Najpierw wyjazd do centrum handlowego i bieganina za jak najlepszą okazją kupienia czegoś w "promocji", decyzja o kupnie lalki Barbie dla siostrzenicy. Po ochłonięciu z szału zakupów, które zwykle okazują się troszkę zbyt pochopne, pojawiają się w głowie, niczym na ekranie zepsutego komputera, wiadomości ERROR! - przypominamy sobie, że Kasia nabrała kobiecych kształtów i ugania się za chłopcami. Później zazwyczaj jest łagodniej. Kobiety gotują, mężczyźni przynoszą do domu choinkę, zabijają karpia i wyciągają nogi na kanapie, zaś zniecierpliwione dzieci wypatrują pierwszej gwiazdki.

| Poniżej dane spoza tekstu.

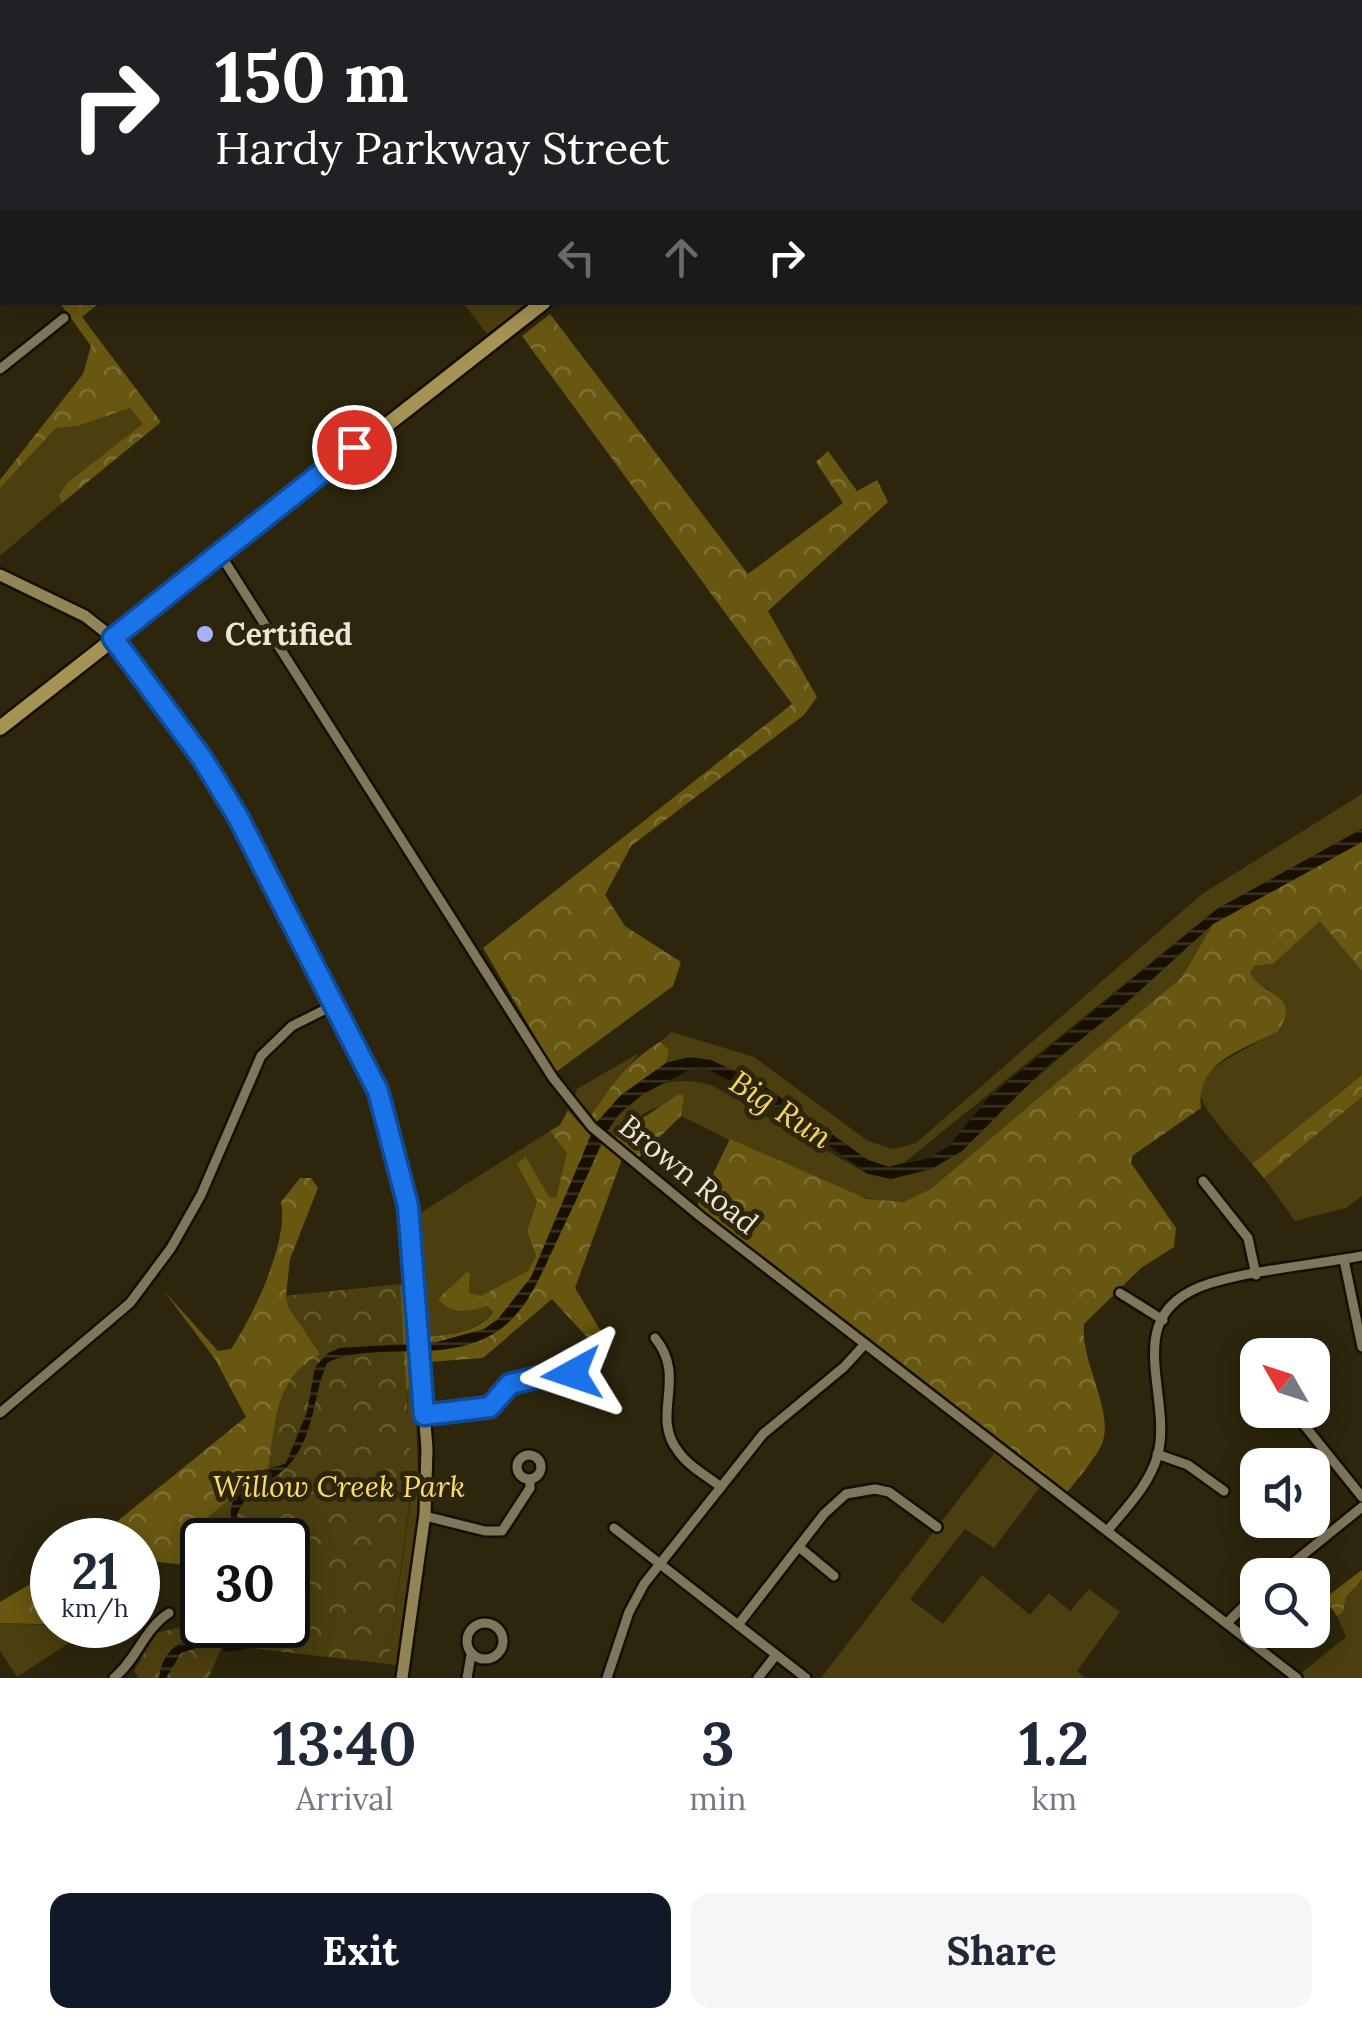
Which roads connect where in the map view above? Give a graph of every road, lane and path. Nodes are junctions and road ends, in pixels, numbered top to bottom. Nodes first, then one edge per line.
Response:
1 (540, 305) edge
2 (64, 318) dead end
3 (0, 370) edge
4 (220, 554) junction
5 (0, 575) edge
6 (113, 638) junction
7 (0, 728) edge
8 (336, 1004) junction
9 (1203, 1181) dead end
10 (1362, 1256) edge
11 (1344, 1260) junction
12 (1256, 1274) junction
13 (1120, 1294) dead end
14 (1163, 1320) junction
15 (656, 1338) dead end
16 (865, 1344) junction
17 (1362, 1348) edge
18 (551, 1374) dead end
19 (0, 1413) edge
20 (424, 1415) junction
21 (1306, 1428) edge
22 (1158, 1454) junction
23 (530, 1479) dead end
24 (721, 1487) junction
25 (1224, 1491) dead end
26 (1362, 1497) edge
27 (1362, 1508) edge
28 (425, 1516) junction
29 (937, 1526) dead end
30 (614, 1528) dead end
31 (1108, 1530) junction
32 (798, 1547) junction
33 (1299, 1558) edge
34 (660, 1564) junction
35 (834, 1576) dead end
36 (1240, 1610) edge
37 (169, 1613) dead end
38 (1228, 1622) junction
39 (738, 1625) junction
40 (471, 1655) junction
41 (776, 1655) junction
42 (114, 1678) edge
43 (402, 1678) edge
44 (467, 1678) edge
45 (607, 1678) edge
46 (758, 1678) edge
47 (806, 1678) edge
48 (1297, 1678) edge

1 - 4 main road
2 - 3 street
4 - 6 main road
4 - 16 street, Brown Road
5 - 6 main road
6 - 7 main road
6 - 8 main road
8 - 19 street
8 - 20 main road
9 - 12 street
10 - 11 street
11 - 12 street
11 - 17 street
12 - 14 street
13 - 14 street
14 - 22 street
15 - 24 street
16 - 24 street
16 - 31 street, Brown Road
18 - 20 street
20 - 28 main road
21 - 26 street
22 - 25 street
22 - 31 street
23 - 28 street
24 - 34 street
27 - 33 street
28 - 43 main road
29 - 32 street
30 - 34 street
31 - 38 street, Brown Road
32 - 35 street
32 - 39 street
34 - 39 street
34 - 45 street
36 - 38 street
37 - 42 street
38 - 48 street, Brown Road
39 - 41 street
40 - 40 street
40 - 44 street
41 - 46 street
41 - 47 street

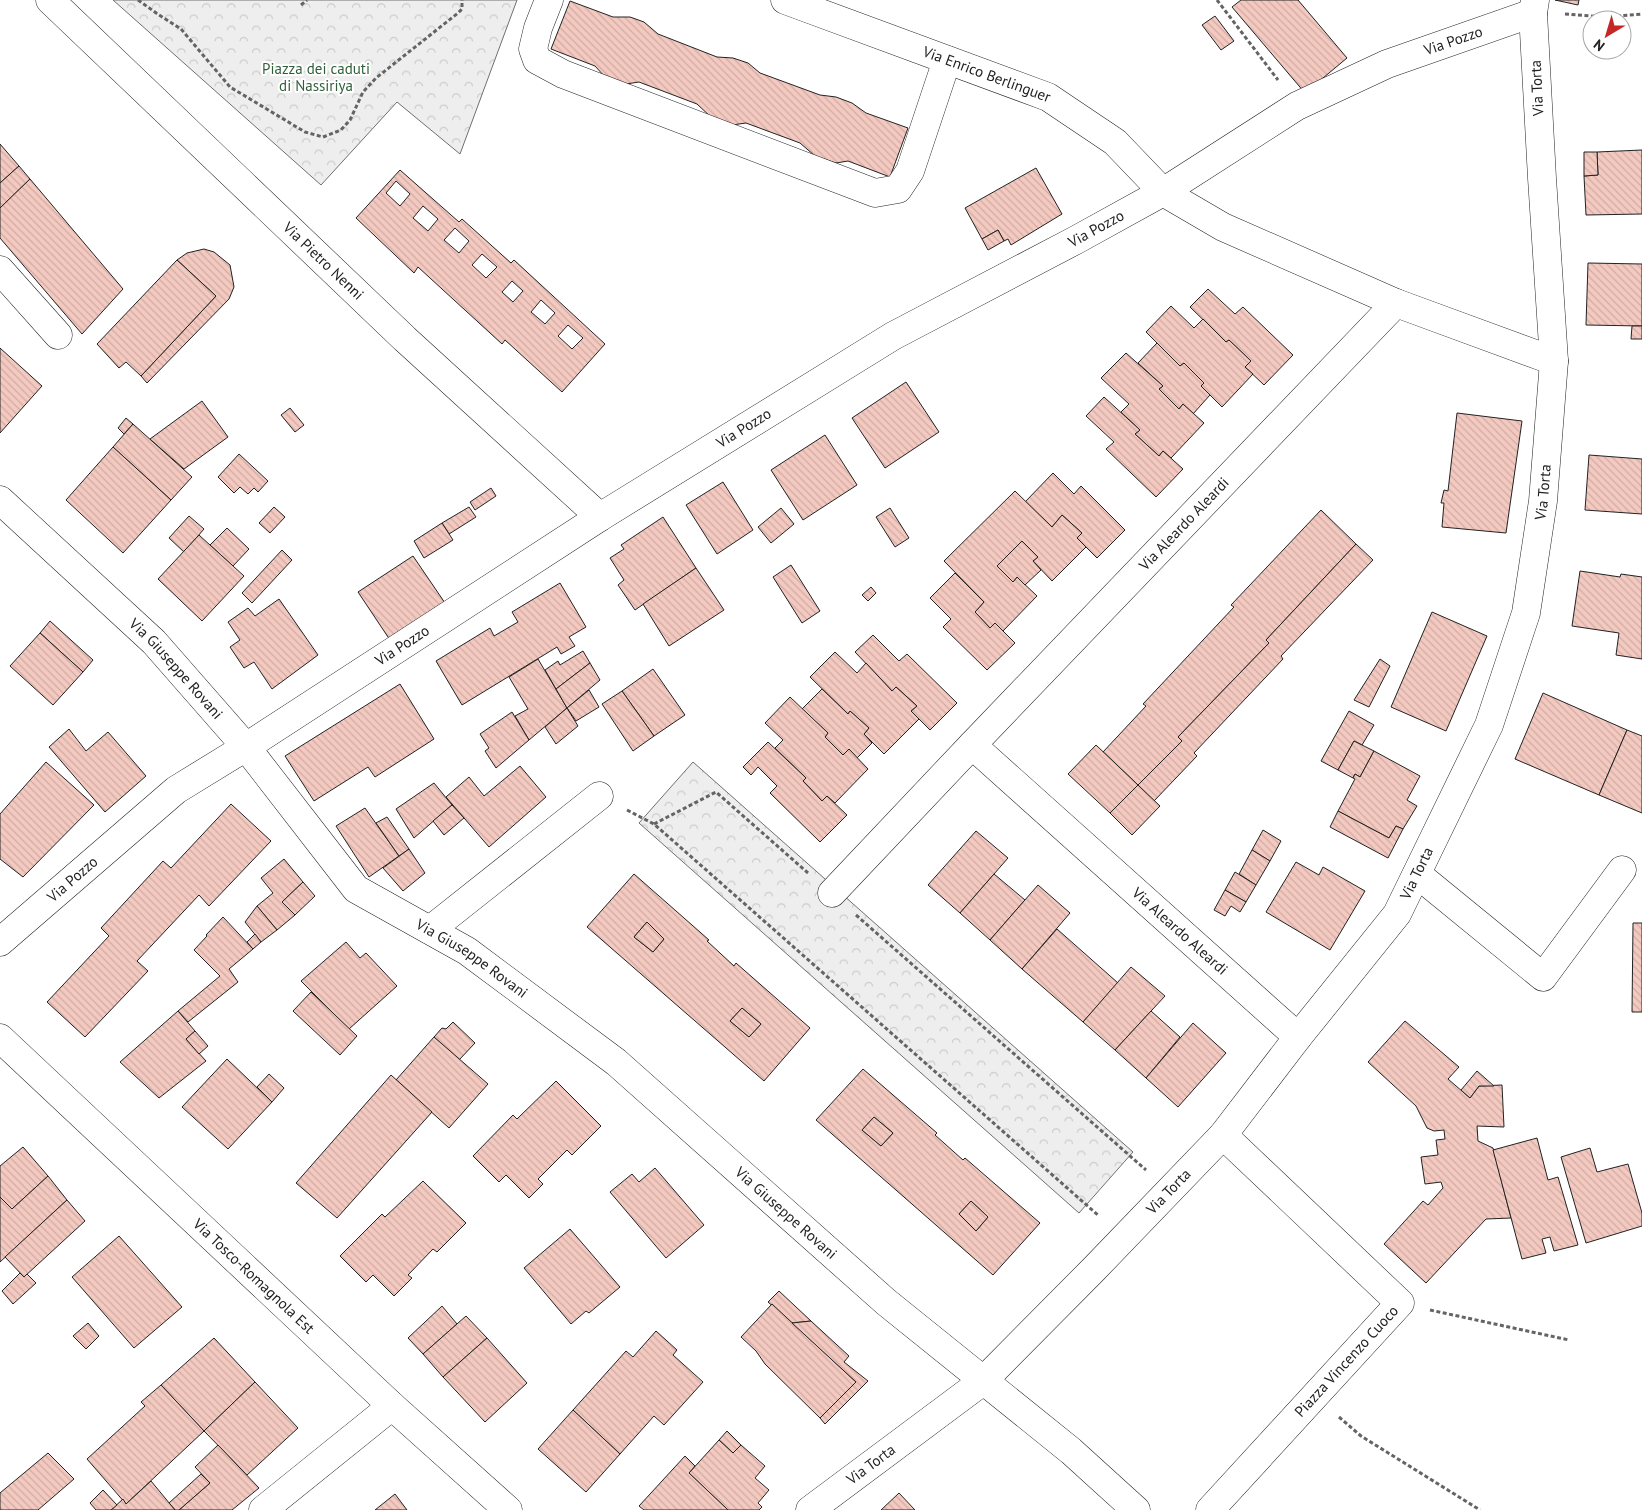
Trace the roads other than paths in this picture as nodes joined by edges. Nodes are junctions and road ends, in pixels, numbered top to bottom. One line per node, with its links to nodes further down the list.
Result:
1 (50, 0): 12 (street, Via Pietro Nenni)
2 (549, 0): 5 (street)
3 (785, 0): 5 (street, Via Enrico Berlinguer)
4 (1534, 6): 6 (street, Via Pozzo); 10 (street, Via Torta)
5 (947, 60): 6 (street, Via Enrico Berlinguer)
6 (1163, 192): 8 (street); 12 (street, Via Pozzo)
7 (0, 270): 9 (street)
8 (1396, 303): 10 (street); 13 (street, Via Aleardo Aleardi)
9 (58, 335)
10 (1554, 361): 17 (street, Via Torta)
11 (0, 500): 14 (street, Via Giuseppe Rovani)
12 (600, 517): 14 (street, Via Pozzo)
13 (972, 745): 18 (street, Via Aleardo Aleardi); 21 (street, Via Aleardo Aleardi)
14 (246, 747): 19 (street, Via Giuseppe Rovani); 20 (street, Via Pozzo)
15 (599, 796): 19 (street)
16 (1622, 870): 17 (street)
17 (1417, 874): 21 (street, Via Torta)
18 (832, 893)
19 (430, 930): 24 (street, Via Giuseppe Rovani)
20 (0, 942)
21 (1298, 1037): 23 (street, Via Torta)
22 (0, 1038): 25 (street, Via Tosco-Romagnola Est)
23 (1223, 1134): 24 (street, Via Torta); 30 (street, Piazza Vincenzo Cuoco)
24 (983, 1381): 28 (street, Via Torta); 29 (street)
25 (392, 1406): 26 (street); 27 (street, Via Tosco-Romagnola Est)
26 (263, 1510)
27 (508, 1510)
28 (810, 1510)
29 (1136, 1510)
30 (1210, 1510)

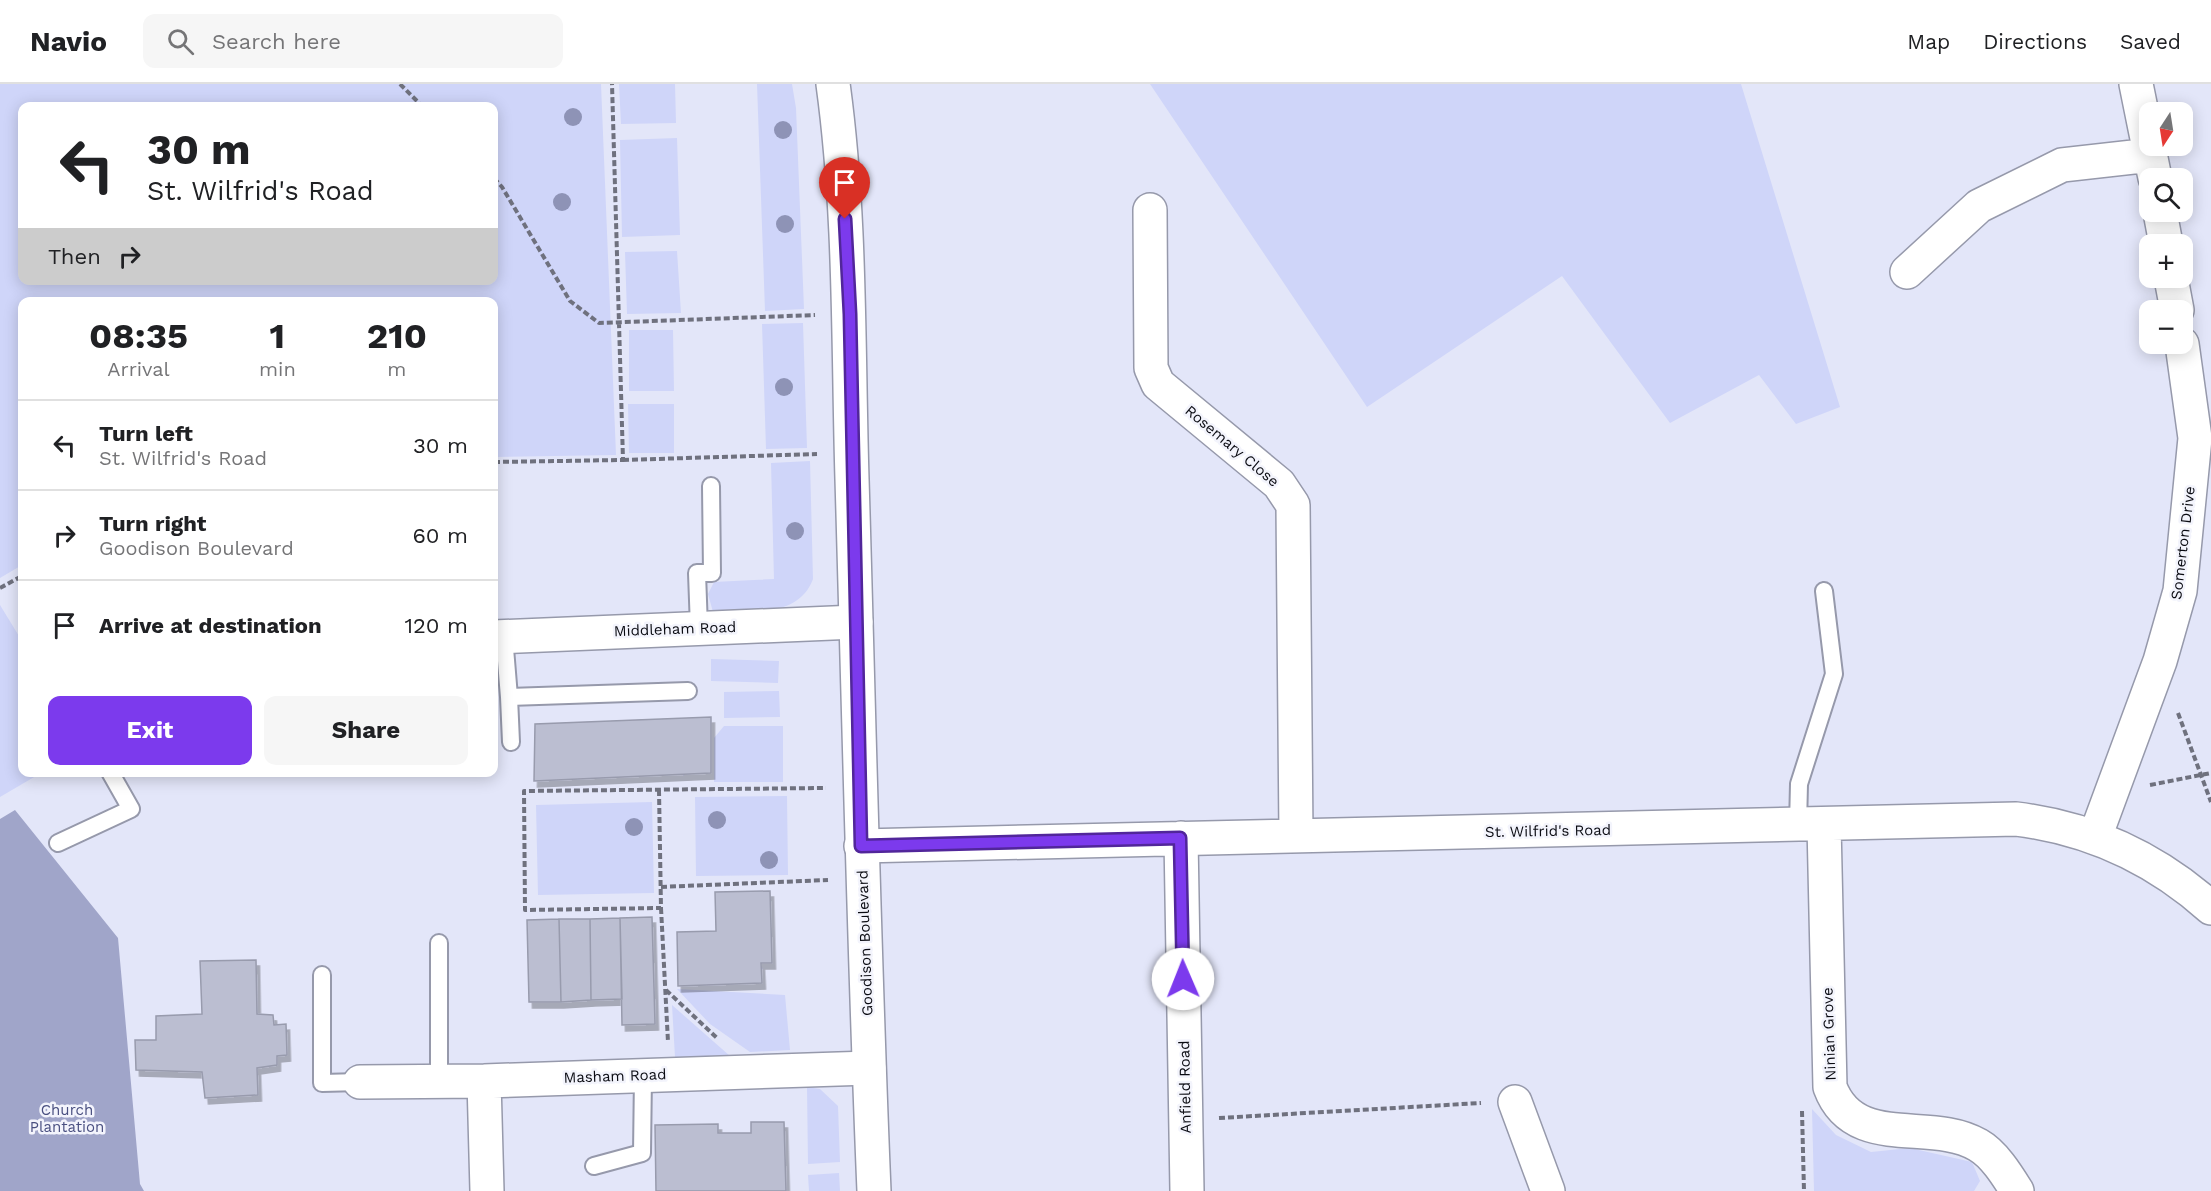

Wigilia Bożego Narodzenia - punkt kulminacyjny. Nie jest ważne ile osób siedzi za stołem. Liczy się 12 potraw, fragment z Pisma Świętego i życzenia. Śpiewamy kolędy z osobami, które widujemy czasem tylko ten jeden raz w roku. Po rozdaniu prezentów, wymianie uprzejmości, lakonicznych rozmowach, wszyscy rozchodzą się do domów. Zadowoleni lub nie, może zmęczeni, bądź w pełni sił. Ci "żywsi" udają się o północy na pasterkę i zaśpiewają razem "Bóg się rodzi". A pozostali?... Mam nadzieję, iż to wszystko nie stało się rutyną. Że dostrzegliśmy w Świętach coś więcej niż puste obrzędy czynione rokrocznie. Bo to są chwile, podczas których należałoby zamknąć oczy i pomyśleć o tym, że każda sekunda jest nieodwracalna. Więc, mam nadzieję, wykorzystaliśmy je właśnie tak i nie daliśmy się obezwładnić zewsząd otaczającej nas materii.